Pembina responds to oil and gas industry report on hypothetical impacts of proposed emissions cap

Unclear assumptions regarding future demand for oil and gas, as well as feasibility of methane reductions creates misleading conclusions about cap’s impact

Flare at oil and gas site.

Photo: Pembina Institute

CALGARY, AB—The Canadian Association of Petroleum Producers (CAPP) today released a report, Economic Impact Assessment of Canadian Conventional Oil and Gas, outlining hypothetical scenarios for conventional oil and gas production in Canada in 2030 and beyond, including in the case where the federal government’s proposed cap on oil and gas emissions is implemented.

MC Bouchard, director of oil and gas at the Pembina Institute, said:

“Our research shows that the proposed 2030 emissions cap for the oil and gas sector is feasible, without impacting levels of production. Our analysis has also outlined the business case for reducing emissions, so that Canadian oil and gas exports can remain competitive in a world that is going to be based on low-carbon energy resources. But to achieve this, companies must take urgent steps to move forward with their emissions reduction projects. Oil and gas production now accounts for almost a third of Canada’s overall emissions, again underscoring the need for further regulation of emissions from this sector.
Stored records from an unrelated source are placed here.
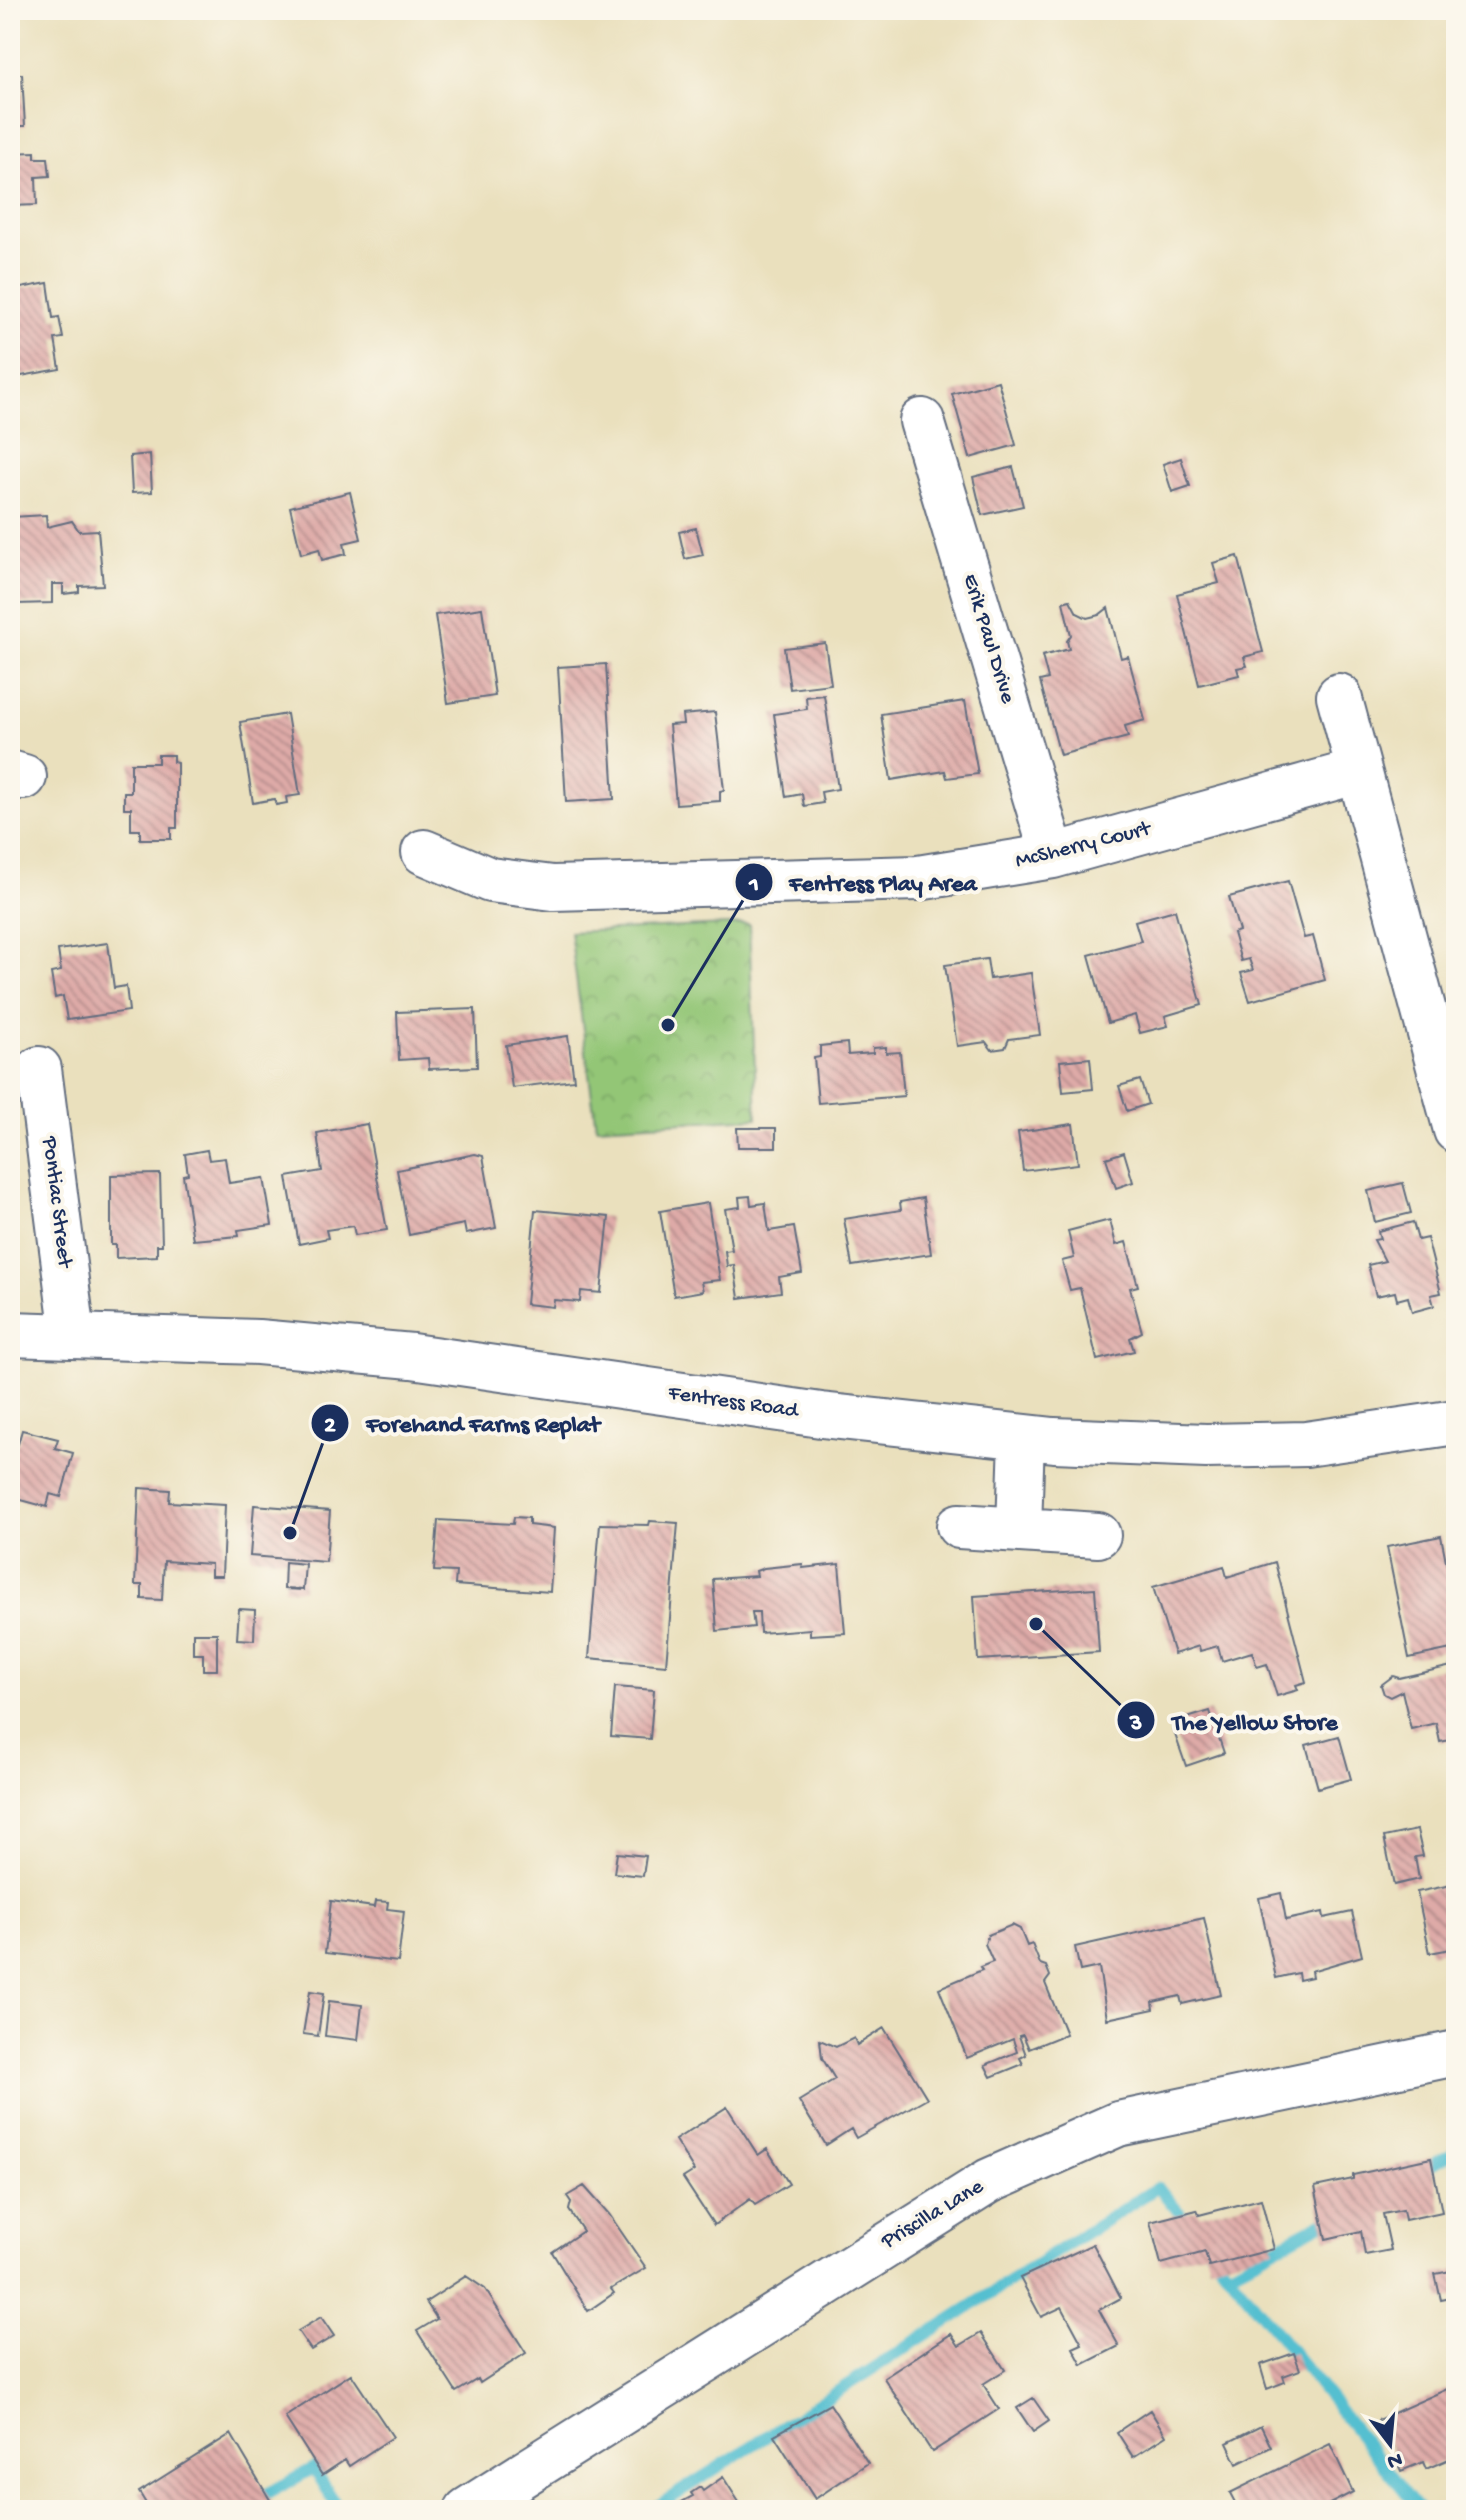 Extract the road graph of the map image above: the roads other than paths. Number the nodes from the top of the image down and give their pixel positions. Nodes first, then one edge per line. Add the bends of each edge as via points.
1 (922, 421) dead end
2 (1339, 696) dead end
3 (1359, 771) junction
4 (424, 852) dead end
5 (1053, 856) junction
6 (39, 1069) dead end
7 (1456, 1130) edge
8 (10, 1334) edge
9 (73, 1335) junction
10 (1456, 1422) edge
11 (1022, 1437) junction
12 (959, 1526) dead end
13 (1019, 1529) junction
14 (1098, 1535) dead end
15 (1456, 2053) edge
16 (467, 2510) edge

1 - 5 street, Erik Paul Drive
2 - 3 street
3 - 5 street, McSherry Court
3 - 7 street
4 - 5 street, McSherry Court via 490,880 553,888 918,878
6 - 9 street, Pontiac Street
8 - 9 street, Fentress Road
9 - 11 street, Fentress Road via 258,1342 412,1356 821,1415
10 - 11 street, Fentress Road via 1306,1444 1206,1446
11 - 13 street
12 - 13 street
13 - 14 street
15 - 16 street, Priscilla Lane via 1118,2124 989,2181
“Today’s report is another example of economic modeling that assumes the industry takes very little meaningful action in its current operations to reduce emissions and therefore has no choice but to limit production, which is misleading for Canadians.”
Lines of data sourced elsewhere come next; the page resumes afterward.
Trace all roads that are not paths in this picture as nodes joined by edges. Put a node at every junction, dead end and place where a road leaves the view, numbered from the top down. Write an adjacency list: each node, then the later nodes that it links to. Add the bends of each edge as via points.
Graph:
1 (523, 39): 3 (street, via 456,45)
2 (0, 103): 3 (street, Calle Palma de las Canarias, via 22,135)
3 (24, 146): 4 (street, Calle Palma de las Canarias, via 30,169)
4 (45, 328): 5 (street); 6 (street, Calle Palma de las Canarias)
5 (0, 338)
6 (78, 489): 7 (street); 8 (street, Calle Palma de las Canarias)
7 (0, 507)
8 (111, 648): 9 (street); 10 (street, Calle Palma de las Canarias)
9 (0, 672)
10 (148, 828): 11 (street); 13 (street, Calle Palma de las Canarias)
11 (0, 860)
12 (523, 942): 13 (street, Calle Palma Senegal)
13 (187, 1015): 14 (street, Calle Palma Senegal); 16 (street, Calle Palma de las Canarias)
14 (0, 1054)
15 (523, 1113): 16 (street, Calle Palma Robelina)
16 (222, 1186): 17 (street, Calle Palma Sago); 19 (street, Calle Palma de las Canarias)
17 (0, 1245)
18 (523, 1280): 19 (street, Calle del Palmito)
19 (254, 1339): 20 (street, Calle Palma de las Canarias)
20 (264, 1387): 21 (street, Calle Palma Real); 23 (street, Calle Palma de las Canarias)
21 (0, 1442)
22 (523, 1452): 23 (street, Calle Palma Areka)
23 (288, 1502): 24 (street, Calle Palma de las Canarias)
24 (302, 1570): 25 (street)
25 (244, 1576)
There are three key aspects of this report the Pembina Institute wishes to highlight:

  1. It is unclear to what extent this report takes into consideration the likely global decline in demand for oil and gas that is widely anticipated over the next two decades. For example, a range of scenarios – from the oil industry and from international non-governmental organisations – now show that oil demand peaks by around 2030, and enters into long-term decline thereafter. CAPP must be clearer about what it projects global demand to be in 2030 and beyond before it can make assertions about how a proposed emissions cap would impact production levels in the sector.
  2. CAPP’s report includes a key statement, that “every dollar spent on decarbonization efforts is a dollar lost on oil & gas production effort”. This echoes sentiments also recently expressed by the oilsands sector that companies are reluctant to dedicate capital to reducing emissions. However, this disregards the fact that investing in emissions reduction projects is in fact an investment in the future competitiveness of Canadian oil and gas exports in a world interested in low-carbon energy resources.
  3. Notably, in its projections in today’s report, CAPP did not include the full impact of potential methane reductions from the conventional sector. This appears to be contrary to CAPP’s own submission to the federal government in February 2024, where it said the conventional industry could achieve a 75% reduction in methane emissions by 2030 (from 2012 levels). It appears that the main driver for this is CAPP’s assumption that dollars spent on decarbonization takes dollars away from potential investment in increased production. Reducing methane is cost effective and can be done with available technologies. Our analysis, based on actual data from producers in Alberta’s Peace River region, has demonstrated that methane can be meaningfully reduced with no impact to production.

As the graph below shows, Pembina Institute research demonstrates that the proposed 2030 emissions cap can be feasibly met by the oil and gas industry, almost entirely through a combination of methane reductions (which would mostly come from the conventional sector) and the Pathways Alliance’s 2030 emissions reduction plan (for the oilsands). While today’s CAPP report covers the conventional sector only, all parts of the oil and gas sector have a part to play in reducing emissions to futureproof their operations.